● **Material for this task**:
____
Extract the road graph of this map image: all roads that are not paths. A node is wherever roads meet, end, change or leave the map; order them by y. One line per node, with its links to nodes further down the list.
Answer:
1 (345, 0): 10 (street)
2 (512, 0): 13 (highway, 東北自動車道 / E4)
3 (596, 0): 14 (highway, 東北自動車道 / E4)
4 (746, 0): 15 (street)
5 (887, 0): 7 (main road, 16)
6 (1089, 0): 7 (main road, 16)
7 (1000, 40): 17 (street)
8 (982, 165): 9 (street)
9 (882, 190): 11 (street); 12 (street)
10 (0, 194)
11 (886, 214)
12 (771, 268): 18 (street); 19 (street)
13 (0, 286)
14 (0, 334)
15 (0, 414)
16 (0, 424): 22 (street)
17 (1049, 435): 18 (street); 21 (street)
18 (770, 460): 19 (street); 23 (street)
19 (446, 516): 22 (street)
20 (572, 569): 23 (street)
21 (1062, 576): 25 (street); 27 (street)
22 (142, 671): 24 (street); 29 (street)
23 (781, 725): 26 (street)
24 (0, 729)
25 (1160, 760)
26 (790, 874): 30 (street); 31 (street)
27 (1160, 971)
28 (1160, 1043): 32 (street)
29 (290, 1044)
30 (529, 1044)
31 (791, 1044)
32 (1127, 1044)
____
● **Required work**:
All records above need to be set down again exactly as written.

● **Written solution**:
Extract the road graph of this map image: all roads that are not paths. A node is wherever roads meet, end, change or leave the map; order them by y. One line per node, with its links to nodes further down the list.
Answer:
1 (345, 0): 10 (street)
2 (512, 0): 13 (highway, 東北自動車道 / E4)
3 (596, 0): 14 (highway, 東北自動車道 / E4)
4 (746, 0): 15 (street)
5 (887, 0): 7 (main road, 16)
6 (1089, 0): 7 (main road, 16)
7 (1000, 40): 17 (street)
8 (982, 165): 9 (street)
9 (882, 190): 11 (street); 12 (street)
10 (0, 194)
11 (886, 214)
12 (771, 268): 18 (street); 19 (street)
13 (0, 286)
14 (0, 334)
15 (0, 414)
16 (0, 424): 22 (street)
17 (1049, 435): 18 (street); 21 (street)
18 (770, 460): 19 (street); 23 (street)
19 (446, 516): 22 (street)
20 (572, 569): 23 (street)
21 (1062, 576): 25 (street); 27 (street)
22 (142, 671): 24 (street); 29 (street)
23 (781, 725): 26 (street)
24 (0, 729)
25 (1160, 760)
26 (790, 874): 30 (street); 31 (street)
27 (1160, 971)
28 (1160, 1043): 32 (street)
29 (290, 1044)
30 (529, 1044)
31 (791, 1044)
32 (1127, 1044)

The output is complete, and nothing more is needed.